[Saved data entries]
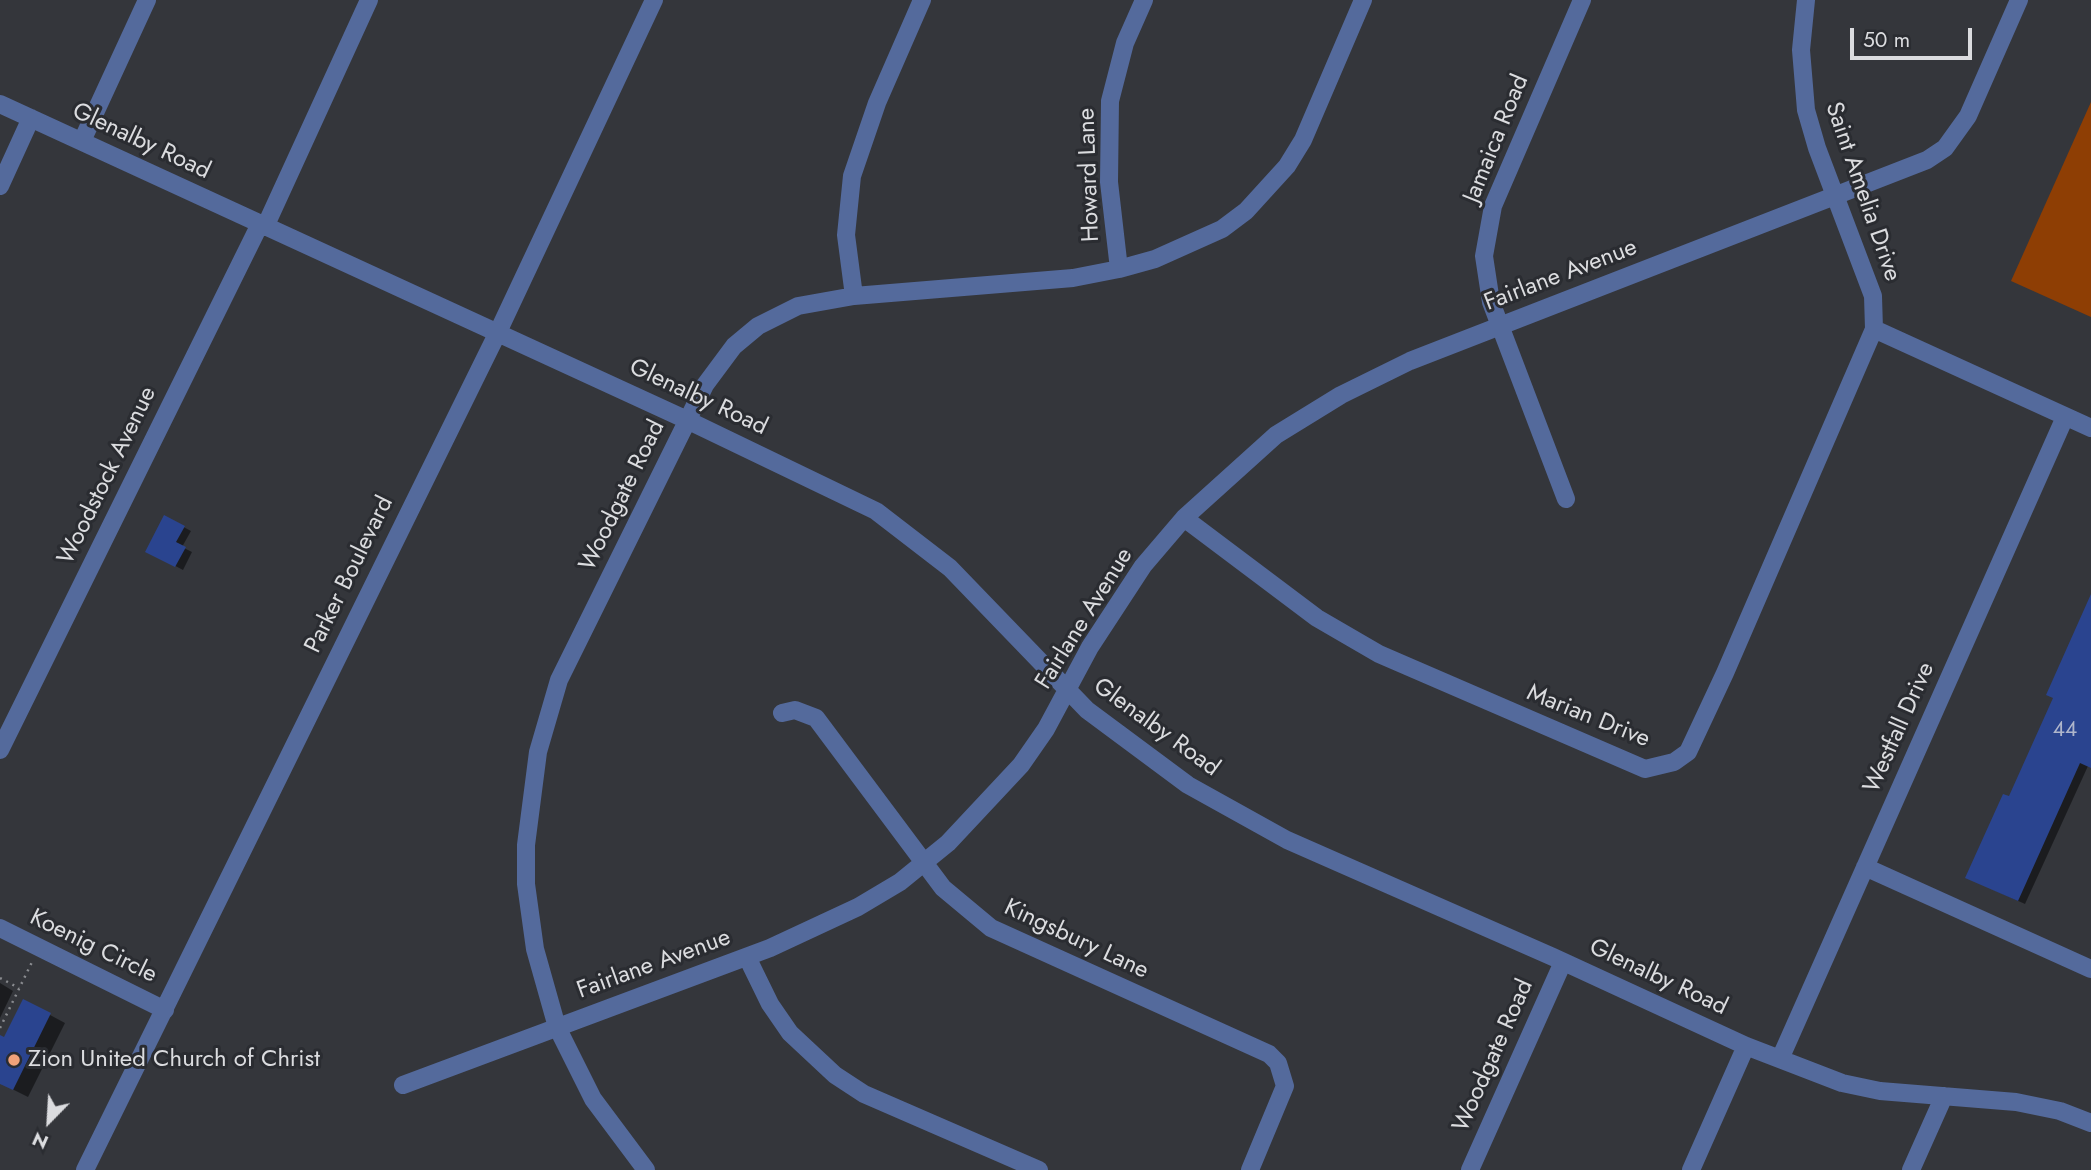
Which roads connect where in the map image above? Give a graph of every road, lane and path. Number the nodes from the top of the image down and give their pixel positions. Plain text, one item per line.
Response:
1 (147, 0) edge
2 (369, 0) edge
3 (654, 0) edge
4 (922, 0) edge
5 (1144, 0) edge
6 (1363, 0) edge
7 (1582, 0) edge
8 (1806, 0) edge
9 (2019, 0) edge
10 (0, 104) edge
11 (31, 118) junction
12 (82, 141) junction
13 (0, 186) edge
14 (1835, 195) junction
15 (263, 225) junction
16 (1119, 269) junction
17 (854, 296) junction
18 (1500, 326) junction
19 (1874, 329) junction
20 (498, 332) junction
21 (2065, 417) junction
22 (687, 420) junction
23 (2091, 428) edge
24 (1566, 499) dead end
25 (1184, 518) junction
26 (1067, 691) junction
27 (782, 713) dead end
28 (0, 750) edge
29 (924, 864) junction
30 (1865, 867) junction
31 (0, 929) edge
32 (747, 957) junction
33 (1563, 961) junction
34 (32, 962) dead end
35 (2091, 969) edge
36 (0, 978) edge
37 (20, 988) junction
38 (165, 1010) junction
39 (558, 1027) junction
40 (0, 1028) edge
41 (1746, 1046) junction
42 (1780, 1059) junction
43 (403, 1085) dead end
44 (1944, 1096) junction
45 (2091, 1123) edge
46 (85, 1170) edge
47 (646, 1170) edge
48 (1039, 1170) edge
49 (1250, 1170) edge
50 (1470, 1170) edge
51 (1691, 1170) edge
52 (1911, 1170) edge

1 - 12 street
2 - 15 street, Woodstock Avenue
3 - 20 street, Parker Boulevard
4 - 17 street
5 - 16 street, Howard Lane
6 - 16 street, Woodgate Road
7 - 18 street, Jamaica Road
8 - 14 street, Saint Amelia Drive
9 - 14 street, Fairlane Avenue
10 - 11 street, Glenalby Road
11 - 12 street, Glenalby Road
11 - 13 street
12 - 15 street, Glenalby Road
14 - 18 street, Fairlane Avenue
14 - 19 street, Saint Amelia Drive
15 - 20 street, Glenalby Road
15 - 28 street, Woodstock Avenue
16 - 17 street, Woodgate Road
17 - 22 street, Woodgate Road
18 - 24 street, Jamaica Road
18 - 25 street, Fairlane Avenue
19 - 21 street
19 - 25 street, Marian Drive
20 - 22 street, Glenalby Road
20 - 38 street, Parker Boulevard
21 - 23 street
21 - 30 street, Westfall Drive
22 - 26 street, Glenalby Road
22 - 39 street, Woodgate Road
25 - 26 street, Fairlane Avenue
26 - 29 street, Fairlane Avenue
26 - 33 street, Glenalby Road
27 - 29 street, Kingsbury Lane
29 - 32 street, Fairlane Avenue
29 - 49 street, Kingsbury Lane
30 - 35 street
30 - 42 street, Westfall Drive
31 - 38 street, Koenig Circle
32 - 39 street, Fairlane Avenue
32 - 48 street
33 - 41 street, Glenalby Road
33 - 50 street, Woodgate Road
34 - 37 path
36 - 37 path
37 - 40 path
38 - 46 street, Parker Boulevard
39 - 43 street, Fairlane Avenue
39 - 47 street, Woodgate Road
41 - 42 street, Glenalby Road
41 - 51 street
42 - 44 street, Glenalby Road
44 - 45 street, Glenalby Road
44 - 52 street

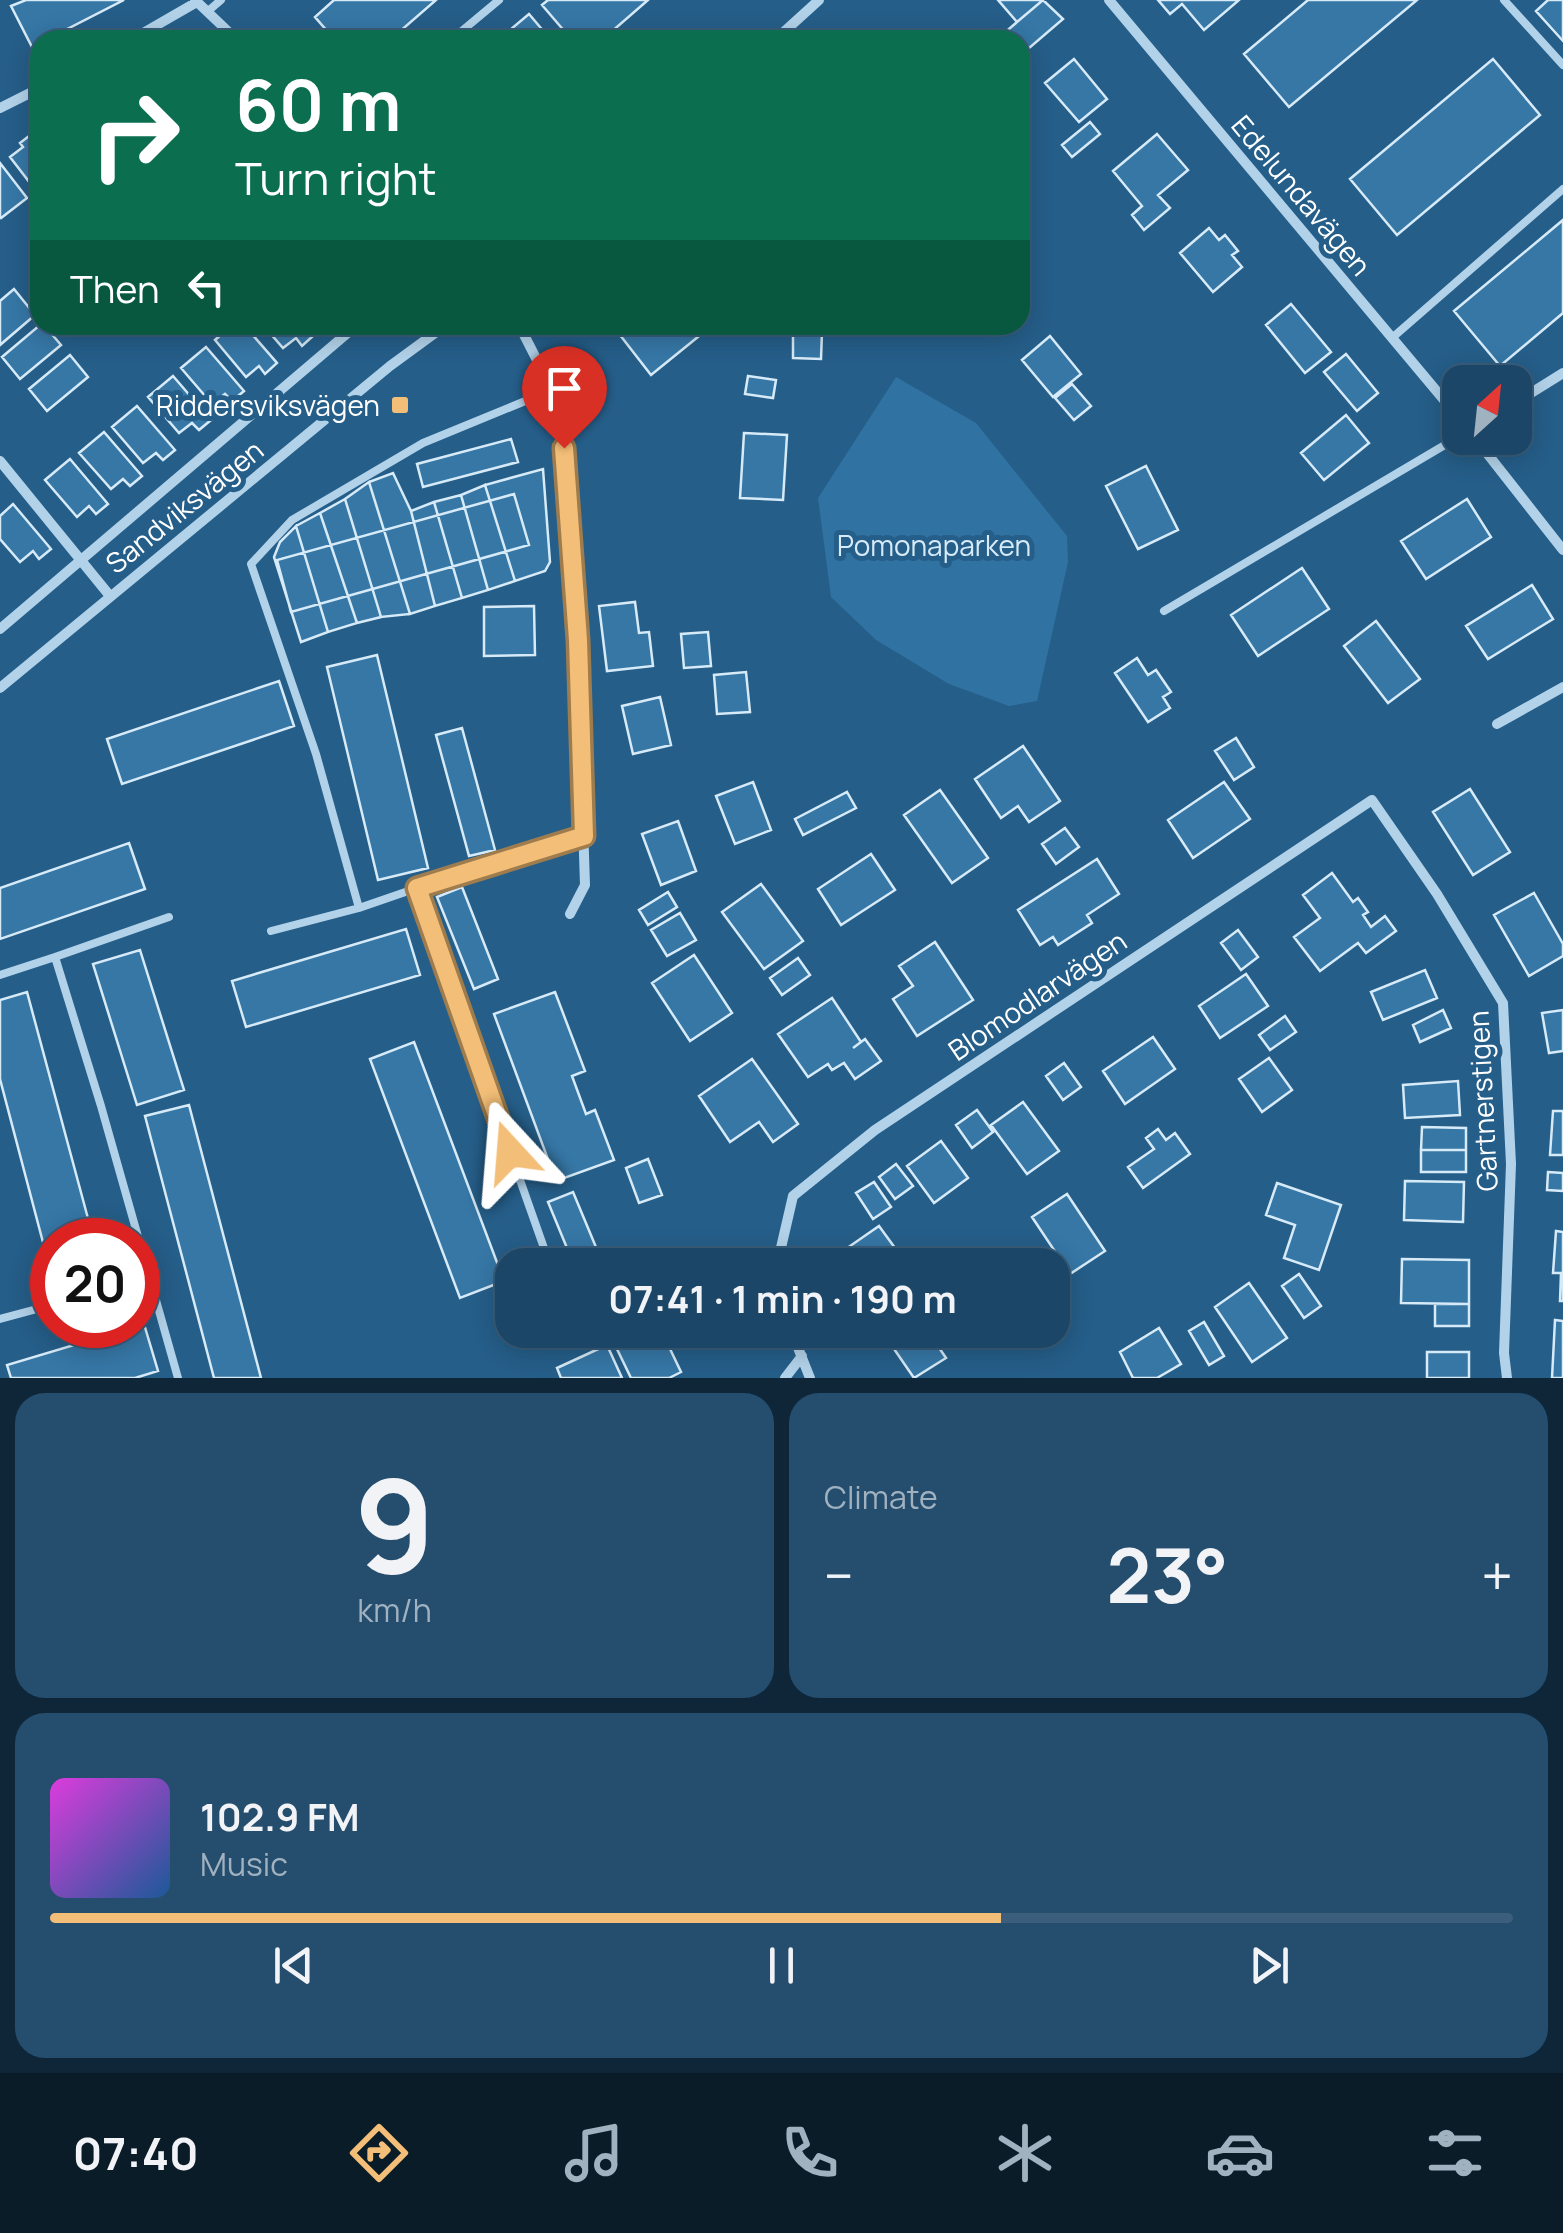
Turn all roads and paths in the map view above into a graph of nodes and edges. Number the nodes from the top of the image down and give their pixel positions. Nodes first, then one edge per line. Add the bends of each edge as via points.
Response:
1 (221, 0) edge
2 (498, 0) edge
3 (820, 0) edge
4 (1109, 0) edge
5 (1504, 0) edge
6 (1524, 0) edge
7 (196, 1) edge
8 (1514, 10) junction
9 (208, 12) junction
10 (148, 30) edge
11 (227, 30) edge
12 (463, 30) edge
13 (786, 30) edge
14 (1563, 65) edge
15 (30, 93) edge
16 (0, 108) edge
17 (1563, 189) edge
18 (346, 335) edge
19 (432, 335) edge
20 (524, 335) edge
21 (1392, 338) junction
22 (1563, 373) edge
23 (552, 390) junction
24 (1532, 392) edge
25 (1442, 398) edge
26 (1442, 447) edge
27 (1488, 455) edge
28 (0, 462) edge
29 (1563, 550) edge
30 (80, 560) junction
31 (110, 596) junction
32 (1164, 611) dead end
33 (0, 629) edge
34 (1563, 687) edge
35 (0, 688) edge
36 (1497, 724) dead end
37 (1372, 800) joint
38 (584, 836) junction
39 (417, 888) junction
40 (359, 908) junction
41 (570, 914) dead end
42 (170, 917) dead end
43 (271, 931) dead end
44 (55, 957) junction
45 (0, 974) edge
46 (132, 1218) edge
47 (544, 1248) edge
48 (781, 1248) edge
49 (30, 1311) edge
50 (160, 1314) edge
51 (0, 1319) edge
52 (799, 1348) edge
53 (802, 1356) junction
54 (178, 1378) edge
55 (785, 1378) edge
56 (810, 1378) edge
57 (1507, 1378) edge

1 - 9 lane
2 - 12 lane
3 - 13 street
4 - 21 street, Edelundavägen
5 - 8 lane
6 - 8 lane
7 - 9 street
7 - 10 street
8 - 14 lane
9 - 11 street
15 - 16 street
17 - 21 lane
18 - 30 street
19 - 31 street, Sandviksvägen
20 - 23 street
21 - 25 street, Edelundavägen
22 - 24 street
23 - 38 street via 562,409
23 - 40 lane via 423,443 292,520 251,564 316,754
26 - 32 lane
27 - 29 street
28 - 30 street
30 - 31 street
30 - 33 street
31 - 35 street, Sandviksvägen
34 - 36 street
37 - 48 street, Blomodlarvägen via 875,1130 793,1196
37 - 57 street, Gartnerstigen via 1504,1003 1511,1164
38 - 39 lane
38 - 41 street via 586,886
39 - 40 lane
39 - 47 lane
40 - 43 lane
42 - 44 lane
44 - 45 lane
44 - 46 lane
49 - 51 lane
50 - 54 lane
52 - 53 street
53 - 55 street
53 - 56 street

▶ [Work to be completed] Pull out every line of the records that includes the string "Saint".

▶ [Your response]
8 - 14 street, Saint Amelia Drive
14 - 19 street, Saint Amelia Drive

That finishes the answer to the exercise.